Listed records START
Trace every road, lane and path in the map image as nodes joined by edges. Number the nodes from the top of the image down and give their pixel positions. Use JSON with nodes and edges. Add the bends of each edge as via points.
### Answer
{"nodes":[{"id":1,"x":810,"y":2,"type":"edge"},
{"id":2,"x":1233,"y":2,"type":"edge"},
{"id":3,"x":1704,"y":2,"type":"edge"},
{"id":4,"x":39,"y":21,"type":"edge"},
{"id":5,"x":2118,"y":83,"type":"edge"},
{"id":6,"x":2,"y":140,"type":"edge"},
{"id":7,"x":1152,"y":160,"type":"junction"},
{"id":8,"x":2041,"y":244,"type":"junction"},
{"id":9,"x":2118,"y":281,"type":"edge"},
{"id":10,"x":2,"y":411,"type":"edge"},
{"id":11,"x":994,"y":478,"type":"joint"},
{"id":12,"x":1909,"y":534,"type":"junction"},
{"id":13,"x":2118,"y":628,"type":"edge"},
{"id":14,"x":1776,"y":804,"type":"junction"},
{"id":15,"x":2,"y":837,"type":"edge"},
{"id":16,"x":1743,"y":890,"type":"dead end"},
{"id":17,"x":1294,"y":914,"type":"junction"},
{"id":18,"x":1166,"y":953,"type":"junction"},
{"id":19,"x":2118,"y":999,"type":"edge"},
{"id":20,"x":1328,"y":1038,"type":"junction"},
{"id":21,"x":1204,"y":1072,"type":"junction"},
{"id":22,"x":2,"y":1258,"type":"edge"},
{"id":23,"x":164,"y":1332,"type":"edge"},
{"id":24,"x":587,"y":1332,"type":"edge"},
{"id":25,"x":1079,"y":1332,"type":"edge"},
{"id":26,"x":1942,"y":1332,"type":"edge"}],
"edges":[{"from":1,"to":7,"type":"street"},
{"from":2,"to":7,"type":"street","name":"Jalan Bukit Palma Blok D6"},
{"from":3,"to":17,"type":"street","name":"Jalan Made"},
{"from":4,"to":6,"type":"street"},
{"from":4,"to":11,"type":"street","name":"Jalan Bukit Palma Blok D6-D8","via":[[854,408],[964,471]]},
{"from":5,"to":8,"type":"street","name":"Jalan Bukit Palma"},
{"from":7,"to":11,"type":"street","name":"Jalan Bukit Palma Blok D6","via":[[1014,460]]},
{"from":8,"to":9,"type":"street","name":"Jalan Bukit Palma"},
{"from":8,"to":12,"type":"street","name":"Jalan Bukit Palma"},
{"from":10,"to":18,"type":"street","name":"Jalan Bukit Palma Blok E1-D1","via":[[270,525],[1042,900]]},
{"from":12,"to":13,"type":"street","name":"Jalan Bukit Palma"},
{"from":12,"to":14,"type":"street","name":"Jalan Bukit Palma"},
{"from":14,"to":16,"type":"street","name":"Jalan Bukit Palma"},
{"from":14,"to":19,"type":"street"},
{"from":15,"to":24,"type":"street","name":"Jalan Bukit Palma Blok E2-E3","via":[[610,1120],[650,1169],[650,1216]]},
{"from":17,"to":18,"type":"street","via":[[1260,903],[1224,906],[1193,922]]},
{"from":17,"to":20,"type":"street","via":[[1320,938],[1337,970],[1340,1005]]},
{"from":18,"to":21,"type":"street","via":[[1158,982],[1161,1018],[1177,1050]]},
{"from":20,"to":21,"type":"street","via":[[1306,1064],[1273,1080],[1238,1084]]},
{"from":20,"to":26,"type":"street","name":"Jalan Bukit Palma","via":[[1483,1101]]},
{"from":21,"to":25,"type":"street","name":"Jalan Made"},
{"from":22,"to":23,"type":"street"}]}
Listed records END
> [What is required] Set all the data down again, exactly as it reads above.

> [Written solution]
Trace every road, lane and path in the map image as nodes joined by edges. Number the nodes from the top of the image down and give their pixel positions. Use JSON with nodes and edges. Add the bends of each edge as via points.
### Answer
{"nodes":[{"id":1,"x":810,"y":2,"type":"edge"},
{"id":2,"x":1233,"y":2,"type":"edge"},
{"id":3,"x":1704,"y":2,"type":"edge"},
{"id":4,"x":39,"y":21,"type":"edge"},
{"id":5,"x":2118,"y":83,"type":"edge"},
{"id":6,"x":2,"y":140,"type":"edge"},
{"id":7,"x":1152,"y":160,"type":"junction"},
{"id":8,"x":2041,"y":244,"type":"junction"},
{"id":9,"x":2118,"y":281,"type":"edge"},
{"id":10,"x":2,"y":411,"type":"edge"},
{"id":11,"x":994,"y":478,"type":"joint"},
{"id":12,"x":1909,"y":534,"type":"junction"},
{"id":13,"x":2118,"y":628,"type":"edge"},
{"id":14,"x":1776,"y":804,"type":"junction"},
{"id":15,"x":2,"y":837,"type":"edge"},
{"id":16,"x":1743,"y":890,"type":"dead end"},
{"id":17,"x":1294,"y":914,"type":"junction"},
{"id":18,"x":1166,"y":953,"type":"junction"},
{"id":19,"x":2118,"y":999,"type":"edge"},
{"id":20,"x":1328,"y":1038,"type":"junction"},
{"id":21,"x":1204,"y":1072,"type":"junction"},
{"id":22,"x":2,"y":1258,"type":"edge"},
{"id":23,"x":164,"y":1332,"type":"edge"},
{"id":24,"x":587,"y":1332,"type":"edge"},
{"id":25,"x":1079,"y":1332,"type":"edge"},
{"id":26,"x":1942,"y":1332,"type":"edge"}],
"edges":[{"from":1,"to":7,"type":"street"},
{"from":2,"to":7,"type":"street","name":"Jalan Bukit Palma Blok D6"},
{"from":3,"to":17,"type":"street","name":"Jalan Made"},
{"from":4,"to":6,"type":"street"},
{"from":4,"to":11,"type":"street","name":"Jalan Bukit Palma Blok D6-D8","via":[[854,408],[964,471]]},
{"from":5,"to":8,"type":"street","name":"Jalan Bukit Palma"},
{"from":7,"to":11,"type":"street","name":"Jalan Bukit Palma Blok D6","via":[[1014,460]]},
{"from":8,"to":9,"type":"street","name":"Jalan Bukit Palma"},
{"from":8,"to":12,"type":"street","name":"Jalan Bukit Palma"},
{"from":10,"to":18,"type":"street","name":"Jalan Bukit Palma Blok E1-D1","via":[[270,525],[1042,900]]},
{"from":12,"to":13,"type":"street","name":"Jalan Bukit Palma"},
{"from":12,"to":14,"type":"street","name":"Jalan Bukit Palma"},
{"from":14,"to":16,"type":"street","name":"Jalan Bukit Palma"},
{"from":14,"to":19,"type":"street"},
{"from":15,"to":24,"type":"street","name":"Jalan Bukit Palma Blok E2-E3","via":[[610,1120],[650,1169],[650,1216]]},
{"from":17,"to":18,"type":"street","via":[[1260,903],[1224,906],[1193,922]]},
{"from":17,"to":20,"type":"street","via":[[1320,938],[1337,970],[1340,1005]]},
{"from":18,"to":21,"type":"street","via":[[1158,982],[1161,1018],[1177,1050]]},
{"from":20,"to":21,"type":"street","via":[[1306,1064],[1273,1080],[1238,1084]]},
{"from":20,"to":26,"type":"street","name":"Jalan Bukit Palma","via":[[1483,1101]]},
{"from":21,"to":25,"type":"street","name":"Jalan Made"},
{"from":22,"to":23,"type":"street"}]}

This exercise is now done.